Ela abriu a boca para uma resposta, mas nada saiu, abaixou os olhos lacrimosos e o continuou lavando. Quando ela levantou o rosto para limpar o rosto dele, não sabia como aquilo tinha ido parar até no rosto, ele olhou nos olhos dela e disse:

- Eu gosto mais assim.

Ela entendeu de certa forma o que ele queria dizer, e pareceu reconfortada, dando nele um forte abraço.

- Eu não vou voltar lá.
- Eu sei, meu filho.

E o levou dali direto para casa, sem falar como ninguém. Foi a última festa de aniversário que fizeram para ele, como ele queria.

Depois disso o levaram para um psicólogo, para muitos psicólogos, mas de nada adiantava, ele não respondia a nada que os psicólogos perguntavam, apenas um eventual porque eu não gosto de gente, e boa parte dos psicólogos simplesmente desistia, e durante a consulta o deixavam lá sentado no divã, desenhando, brincando sozinho, até que a hora da consulta acabasse e eles recebessem o pagamento. Em pouco tempo seus pais se separaram, o pai os abandou, não suportou a situação do filho, e ficaram só ele e sua mãe em casa. Aos cinco anos o colocaram na primeira escola, e a idéia de ter que passar o dia inteiro convivendo com crianças grudentas o apavorava. Mas não criou caso com a mãe quando ela o arrumou para o primeiro dia de aula, o uniforme limpinho, o cabelo penteado. Ele entrou na escola, subiu para a sala acompanhado da diretora, ela o apresentou à turma, e todos o olhavam, ele odiava quando todos o olhavam, a professora o cumprimentou carinhosamente, e o levou para sentar no fundo da sala. Se sentou, e quando a criança que estava à sua frente se virou e perguntou amistosamente qual o seu nome?, ele simplesmente se pôs de cócoras sobre a cadeira, e uma menina deu um grito, alto o suficiente para toda a escola ouvir:

- Tia, ele tá fazendo cocô!

A tia veio, viu a cena, soltou um ai meu Deus, pegou Adriano pela mão e o levou para o banheiro.

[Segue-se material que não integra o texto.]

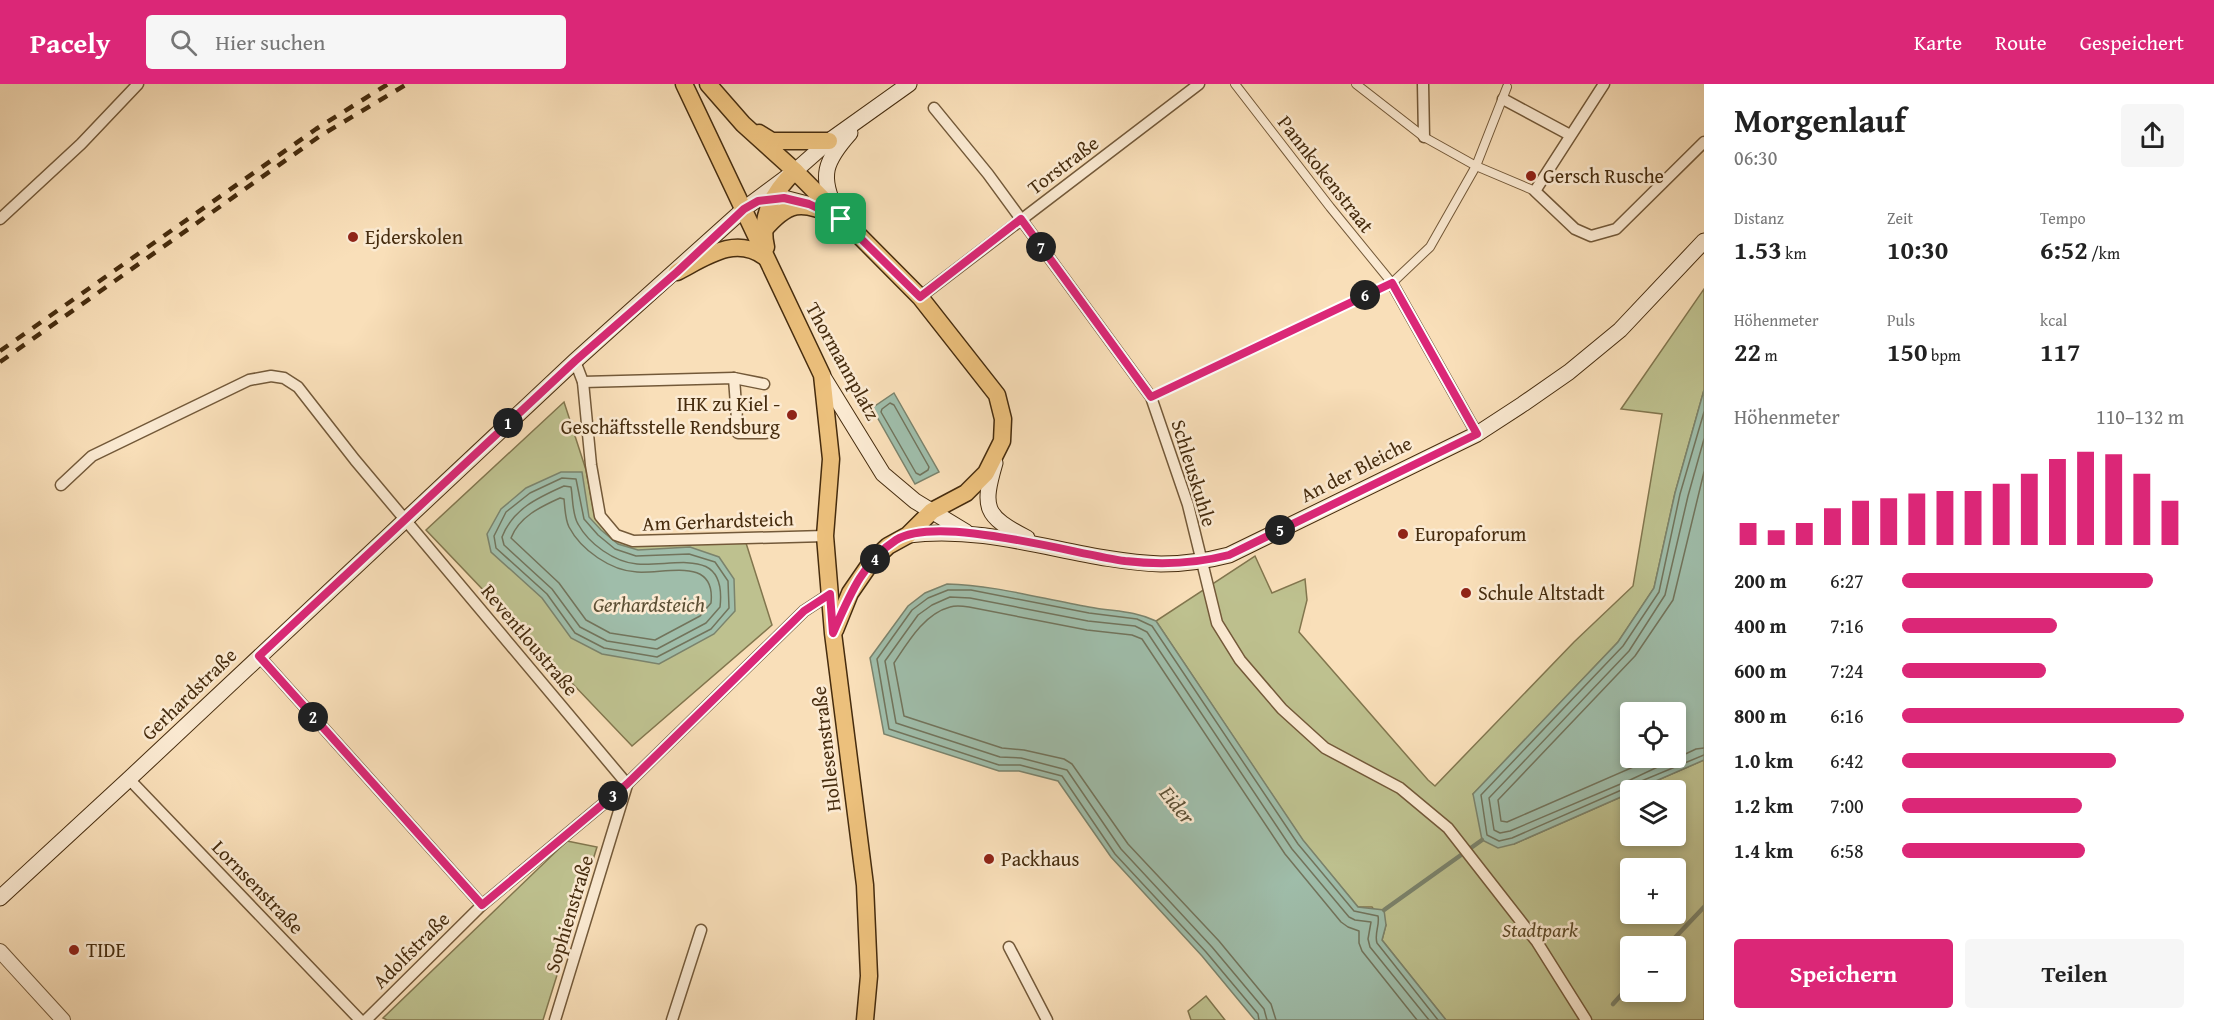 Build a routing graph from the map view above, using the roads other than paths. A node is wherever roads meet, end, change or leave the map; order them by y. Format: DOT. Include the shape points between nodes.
graph roads {
  1 [pos="138,84"];
  2 [pos="684,84"];
  3 [pos="708,84"];
  4 [pos="909,84"];
  5 [pos="1199,84"];
  6 [pos="1235,84"];
  7 [pos="1356,84"];
  8 [pos="1423,84"];
  9 [pos="1604,84"];
  10 [pos="1507,87"];
  11 [pos="1503,99"];
  12 [pos="934,108"];
  13 [pos="863,117"];
  14 [pos="743,124"];
  15 [pos="1570,135"];
  16 [pos="1424,137"];
  17 [pos="829,141"];
  18 [pos="1704,142"];
  19 [pos="1476,166"];
  20 [pos="795,171"];
  21 [pos="1535,191"];
  22 [pos="772,198"];
  23 [pos="747,207"];
  24 [pos="820,209"];
  25 [pos="0,219"];
  26 [pos="841,219"];
  27 [pos="1021,219"];
  28 [pos="764,230"];
  29 [pos="1704,241"];
  30 [pos="766,260"];
  31 [pos="677,272"];
  32 [pos="1392,283"];
  33 [pos="920,297"];
  34 [pos="575,361"];
  35 [pos="822,375"];
  36 [pos="734,378"];
  37 [pos="583,382"];
  38 [pos="764,384"];
  39 [pos="1151,397"];
  40 [pos="766,433"];
  41 [pos="1477,434"];
  42 [pos="1002,441"];
  43 [pos="61,485"];
  44 [pos="932,511"];
  45 [pos="405,519"];
  46 [pos="968,533"];
  47 [pos="908,535"];
  48 [pos="825,536"];
  49 [pos="1037,543"];
  50 [pos="1201,562"];
  51 [pos="830,594"];
  52 [pos="833,633"];
  53 [pos="259,656"];
  54 [pos="129,779"];
  55 [pos="627,784"];
  56 [pos="0,898"];
  57 [pos="482,905"];
  58 [pos="701,930"];
  59 [pos="1009,947"];
  60 [pos="0,951"];
  61 [pos="63,1020"];
  62 [pos="360,1020"];
  63 [pos="366,1020"];
  64 [pos="555,1020"];
  65 [pos="672,1020"];
  66 [pos="865,1020"];
  67 [pos="1047,1020"];
  68 [pos="1586,1020"];
  1 -- 25 [label="street" via="81,144"];
  2 -- 23 [label="main road, Thormannplatz"];
  3 -- 14 [label="main road"];
  4 -- 13 [label="main road"];
  5 -- 27 [label="street, Torstraße"];
  6 -- 32 [label="street, Pannkokenstraat"];
  7 -- 16 [label="street"];
  8 -- 16 [label="street"];
  9 -- 15 [label="street"];
  10 -- 11 [label="street"];
  11 -- 15 [label="street"];
  11 -- 19 [label="street"];
  12 -- 27 [label="street, Schleuskuhle"];
  13 -- 17 [label="main road"];
  13 -- 26 [label="main road" via="838,146 827,168 828,194"];
  14 -- 17 [label="main road" via="772,141"];
  14 -- 20 [label="main road"];
  15 -- 21 [label="street"];
  16 -- 19 [label="street"];
  17 -- 20 [label="main road"];
  18 -- 21 [label="street" via="1616,229 1591,236 1575,229"];
  19 -- 21 [label="street"];
  19 -- 32 [label="street" via="1430,247"];
  20 -- 22 [label="main road"];
  20 -- 23 [label="main road"];
  20 -- 26 [label="main road"];
  22 -- 23 [label="main road"];
  22 -- 24 [label="main road" via="798,200"];
  22 -- 28 [label="main road"];
  23 -- 30 [label="main road, Thormannplatz"];
  23 -- 31 [label="main road"];
  24 -- 26 [label="main road"];
  24 -- 28 [label="main road" via="797,206 782,210"];
  26 -- 33 [label="main road"];
  27 -- 33 [label="street, Torstraße"];
  27 -- 39 [label="street, Schleuskuhle"];
  28 -- 30 [label="main road"];
  29 -- 41 [label="main road, An der Bleiche" via="1638,313 1603,344 1554,383"];
  30 -- 31 [label="main road" via="751,249 733,247"];
  30 -- 35 [label="main road, Thormannplatz"];
  31 -- 34 [label="main road"];
  32 -- 39 [label="street"];
  32 -- 41 [label="street"];
  33 -- 42 [label="main road" via="997,395 1003,419"];
  34 -- 37 [label="street, Am Gerhardsteich"];
  34 -- 45 [label="main road, Gerhardstraße"];
  35 -- 44 [label="main road, Thormannplatz" via="883,474"];
  35 -- 48 [label="main road, Hollesenstraße" via="831,459"];
  36 -- 37 [label="street"];
  36 -- 38 [label="street"];
  36 -- 40 [label="street" via="738,433"];
  37 -- 48 [label="street, Am Gerhardsteich" via="600,516 616,535 633,542"];
  39 -- 50 [label="street, Schleuskuhle" via="1188,505"];
  41 -- 50 [label="main road, An der Bleiche" via="1229,555"];
  42 -- 44 [label="main road" via="980,480 966,493"];
  42 -- 49 [label="main road" via="989,485 992,515 999,523"];
  43 -- 45 [label="street, Reventloustraße" via="92,456 249,380 271,376 284,378 298,387"];
  44 -- 46 [label="main road, An der Bleiche"];
  44 -- 47 [label="main road"];
  45 -- 53 [label="main road, Gerhardstraße"];
  45 -- 55 [label="street, Reventloustraße"];
  46 -- 47 [label="main road" via="935,531"];
  46 -- 49 [label="main road, An der Bleiche"];
  47 -- 52 [label="main road" via="872,561 850,593"];
  48 -- 51 [label="main road, Hollesenstraße"];
  49 -- 50 [label="main road, An der Bleiche" via="1124,561"];
  50 -- 68 [label="street, Schleuskuhle" via="1217,623 1240,660 1282,709 1325,748 1400,788 1448,828 1537,942"];
  51 -- 52 [label="main road, Hollesenstraße"];
  51 -- 55 [label="street, Adolfstraße" via="804,611"];
  52 -- 66 [label="main road, Hollesenstraße" via="865,885 869,976"];
  53 -- 54 [label="main road, Gerhardstraße"];
  53 -- 57 [label="street"];
  54 -- 56 [label="main road, Gerhardstraße"];
  54 -- 62 [label="street, Lornsenstraße"];
  55 -- 57 [label="street, Adolfstraße"];
  55 -- 64 [label="street, Sophienstraße"];
  57 -- 63 [label="street, Adolfstraße"];
  58 -- 65 [label="street"];
  59 -- 67 [label="street"];
  60 -- 61 [label="street"];
}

- Que é que houve, Adrianinho? Dor de barriga?
- Não, eu só não gosto de gente.
- Mas por que não? Poxa, a gente não te tratou bem? Não foi legal com você, e...

E, sobre o chão do banheiro, Adriano cagou ainda mais quando ela disse aquilo. A professora olhou para o seu rosto e ele estava com a expressão mais séria que conseguia fazer, uma expressão que não se costuma ver em crianças. Ela também fechou o rosto, se calou e continuou limpando.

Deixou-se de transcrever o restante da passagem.